What is needed –
Without skipping any entry, transcribe the data word for word.

Dataset excerpts –
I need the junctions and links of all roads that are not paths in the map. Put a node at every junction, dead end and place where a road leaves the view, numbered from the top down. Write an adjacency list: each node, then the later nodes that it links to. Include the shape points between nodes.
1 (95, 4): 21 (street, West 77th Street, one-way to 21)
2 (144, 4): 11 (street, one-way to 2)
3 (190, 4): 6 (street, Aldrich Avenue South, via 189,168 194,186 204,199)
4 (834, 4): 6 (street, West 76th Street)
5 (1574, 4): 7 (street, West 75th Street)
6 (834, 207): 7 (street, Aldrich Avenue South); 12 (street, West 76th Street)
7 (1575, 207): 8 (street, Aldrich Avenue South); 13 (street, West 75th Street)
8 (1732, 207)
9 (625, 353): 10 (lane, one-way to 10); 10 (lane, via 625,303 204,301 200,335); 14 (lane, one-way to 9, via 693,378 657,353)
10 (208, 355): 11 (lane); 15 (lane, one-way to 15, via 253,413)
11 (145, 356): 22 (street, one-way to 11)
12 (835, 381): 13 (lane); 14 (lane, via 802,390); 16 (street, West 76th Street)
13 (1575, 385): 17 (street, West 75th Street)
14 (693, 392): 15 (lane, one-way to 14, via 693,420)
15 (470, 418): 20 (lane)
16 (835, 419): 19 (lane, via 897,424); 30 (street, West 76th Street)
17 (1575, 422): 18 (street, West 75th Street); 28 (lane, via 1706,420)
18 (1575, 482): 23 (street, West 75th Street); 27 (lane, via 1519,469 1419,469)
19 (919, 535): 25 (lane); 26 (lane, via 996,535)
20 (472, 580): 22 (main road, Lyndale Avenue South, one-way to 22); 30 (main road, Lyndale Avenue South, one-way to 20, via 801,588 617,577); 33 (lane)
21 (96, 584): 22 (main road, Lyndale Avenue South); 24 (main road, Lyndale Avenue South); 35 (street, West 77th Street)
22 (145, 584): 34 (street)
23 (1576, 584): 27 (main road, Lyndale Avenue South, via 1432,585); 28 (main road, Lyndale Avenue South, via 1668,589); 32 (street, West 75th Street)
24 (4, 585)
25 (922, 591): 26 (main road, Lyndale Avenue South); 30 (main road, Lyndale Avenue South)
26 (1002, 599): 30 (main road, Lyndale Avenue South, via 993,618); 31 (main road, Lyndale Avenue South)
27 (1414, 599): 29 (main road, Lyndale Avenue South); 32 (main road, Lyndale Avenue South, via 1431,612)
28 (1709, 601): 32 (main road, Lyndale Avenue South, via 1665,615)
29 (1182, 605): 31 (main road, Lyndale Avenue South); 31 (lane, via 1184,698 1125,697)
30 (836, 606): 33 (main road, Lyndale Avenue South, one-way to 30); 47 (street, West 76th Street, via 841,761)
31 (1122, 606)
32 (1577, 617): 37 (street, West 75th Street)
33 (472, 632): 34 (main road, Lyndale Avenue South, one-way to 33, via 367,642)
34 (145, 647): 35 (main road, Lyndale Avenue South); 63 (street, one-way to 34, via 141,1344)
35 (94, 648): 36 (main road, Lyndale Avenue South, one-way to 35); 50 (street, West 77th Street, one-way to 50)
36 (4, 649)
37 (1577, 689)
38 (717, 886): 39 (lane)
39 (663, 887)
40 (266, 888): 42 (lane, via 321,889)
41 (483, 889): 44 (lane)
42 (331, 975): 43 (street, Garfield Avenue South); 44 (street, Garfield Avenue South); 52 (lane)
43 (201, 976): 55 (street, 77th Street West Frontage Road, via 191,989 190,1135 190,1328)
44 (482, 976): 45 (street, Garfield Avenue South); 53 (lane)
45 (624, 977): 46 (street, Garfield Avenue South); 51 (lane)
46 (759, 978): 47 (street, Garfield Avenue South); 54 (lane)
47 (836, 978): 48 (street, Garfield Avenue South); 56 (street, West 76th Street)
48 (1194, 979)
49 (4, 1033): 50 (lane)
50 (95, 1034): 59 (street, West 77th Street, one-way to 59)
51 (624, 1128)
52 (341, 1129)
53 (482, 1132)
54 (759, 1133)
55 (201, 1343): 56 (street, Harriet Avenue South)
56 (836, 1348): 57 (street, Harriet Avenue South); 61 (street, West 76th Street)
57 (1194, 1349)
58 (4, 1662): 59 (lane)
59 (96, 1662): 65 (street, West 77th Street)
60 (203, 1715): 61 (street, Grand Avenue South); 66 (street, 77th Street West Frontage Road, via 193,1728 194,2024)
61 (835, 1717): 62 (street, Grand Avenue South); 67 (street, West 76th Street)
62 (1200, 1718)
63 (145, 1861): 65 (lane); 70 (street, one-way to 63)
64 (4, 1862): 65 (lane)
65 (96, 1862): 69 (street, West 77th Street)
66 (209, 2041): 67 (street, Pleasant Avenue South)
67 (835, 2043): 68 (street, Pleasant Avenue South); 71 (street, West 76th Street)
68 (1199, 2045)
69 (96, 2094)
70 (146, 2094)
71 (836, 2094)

Result of this task –
I need the junctions and links of all roads that are not paths in the map. Put a node at every junction, dead end and place where a road leaves the view, numbered from the top down. Write an adjacency list: each node, then the later nodes that it links to. Include the shape points between nodes.
1 (95, 4): 21 (street, West 77th Street, one-way to 21)
2 (144, 4): 11 (street, one-way to 2)
3 (190, 4): 6 (street, Aldrich Avenue South, via 189,168 194,186 204,199)
4 (834, 4): 6 (street, West 76th Street)
5 (1574, 4): 7 (street, West 75th Street)
6 (834, 207): 7 (street, Aldrich Avenue South); 12 (street, West 76th Street)
7 (1575, 207): 8 (street, Aldrich Avenue South); 13 (street, West 75th Street)
8 (1732, 207)
9 (625, 353): 10 (lane, one-way to 10); 10 (lane, via 625,303 204,301 200,335); 14 (lane, one-way to 9, via 693,378 657,353)
10 (208, 355): 11 (lane); 15 (lane, one-way to 15, via 253,413)
11 (145, 356): 22 (street, one-way to 11)
12 (835, 381): 13 (lane); 14 (lane, via 802,390); 16 (street, West 76th Street)
13 (1575, 385): 17 (street, West 75th Street)
14 (693, 392): 15 (lane, one-way to 14, via 693,420)
15 (470, 418): 20 (lane)
16 (835, 419): 19 (lane, via 897,424); 30 (street, West 76th Street)
17 (1575, 422): 18 (street, West 75th Street); 28 (lane, via 1706,420)
18 (1575, 482): 23 (street, West 75th Street); 27 (lane, via 1519,469 1419,469)
19 (919, 535): 25 (lane); 26 (lane, via 996,535)
20 (472, 580): 22 (main road, Lyndale Avenue South, one-way to 22); 30 (main road, Lyndale Avenue South, one-way to 20, via 801,588 617,577); 33 (lane)
21 (96, 584): 22 (main road, Lyndale Avenue South); 24 (main road, Lyndale Avenue South); 35 (street, West 77th Street)
22 (145, 584): 34 (street)
23 (1576, 584): 27 (main road, Lyndale Avenue South, via 1432,585); 28 (main road, Lyndale Avenue South, via 1668,589); 32 (street, West 75th Street)
24 (4, 585)
25 (922, 591): 26 (main road, Lyndale Avenue South); 30 (main road, Lyndale Avenue South)
26 (1002, 599): 30 (main road, Lyndale Avenue South, via 993,618); 31 (main road, Lyndale Avenue South)
27 (1414, 599): 29 (main road, Lyndale Avenue South); 32 (main road, Lyndale Avenue South, via 1431,612)
28 (1709, 601): 32 (main road, Lyndale Avenue South, via 1665,615)
29 (1182, 605): 31 (main road, Lyndale Avenue South); 31 (lane, via 1184,698 1125,697)
30 (836, 606): 33 (main road, Lyndale Avenue South, one-way to 30); 47 (street, West 76th Street, via 841,761)
31 (1122, 606)
32 (1577, 617): 37 (street, West 75th Street)
33 (472, 632): 34 (main road, Lyndale Avenue South, one-way to 33, via 367,642)
34 (145, 647): 35 (main road, Lyndale Avenue South); 63 (street, one-way to 34, via 141,1344)
35 (94, 648): 36 (main road, Lyndale Avenue South, one-way to 35); 50 (street, West 77th Street, one-way to 50)
36 (4, 649)
37 (1577, 689)
38 (717, 886): 39 (lane)
39 (663, 887)
40 (266, 888): 42 (lane, via 321,889)
41 (483, 889): 44 (lane)
42 (331, 975): 43 (street, Garfield Avenue South); 44 (street, Garfield Avenue South); 52 (lane)
43 (201, 976): 55 (street, 77th Street West Frontage Road, via 191,989 190,1135 190,1328)
44 (482, 976): 45 (street, Garfield Avenue South); 53 (lane)
45 (624, 977): 46 (street, Garfield Avenue South); 51 (lane)
46 (759, 978): 47 (street, Garfield Avenue South); 54 (lane)
47 (836, 978): 48 (street, Garfield Avenue South); 56 (street, West 76th Street)
48 (1194, 979)
49 (4, 1033): 50 (lane)
50 (95, 1034): 59 (street, West 77th Street, one-way to 59)
51 (624, 1128)
52 (341, 1129)
53 (482, 1132)
54 (759, 1133)
55 (201, 1343): 56 (street, Harriet Avenue South)
56 (836, 1348): 57 (street, Harriet Avenue South); 61 (street, West 76th Street)
57 (1194, 1349)
58 (4, 1662): 59 (lane)
59 (96, 1662): 65 (street, West 77th Street)
60 (203, 1715): 61 (street, Grand Avenue South); 66 (street, 77th Street West Frontage Road, via 193,1728 194,2024)
61 (835, 1717): 62 (street, Grand Avenue South); 67 (street, West 76th Street)
62 (1200, 1718)
63 (145, 1861): 65 (lane); 70 (street, one-way to 63)
64 (4, 1862): 65 (lane)
65 (96, 1862): 69 (street, West 77th Street)
66 (209, 2041): 67 (street, Pleasant Avenue South)
67 (835, 2043): 68 (street, Pleasant Avenue South); 71 (street, West 76th Street)
68 (1199, 2045)
69 (96, 2094)
70 (146, 2094)
71 (836, 2094)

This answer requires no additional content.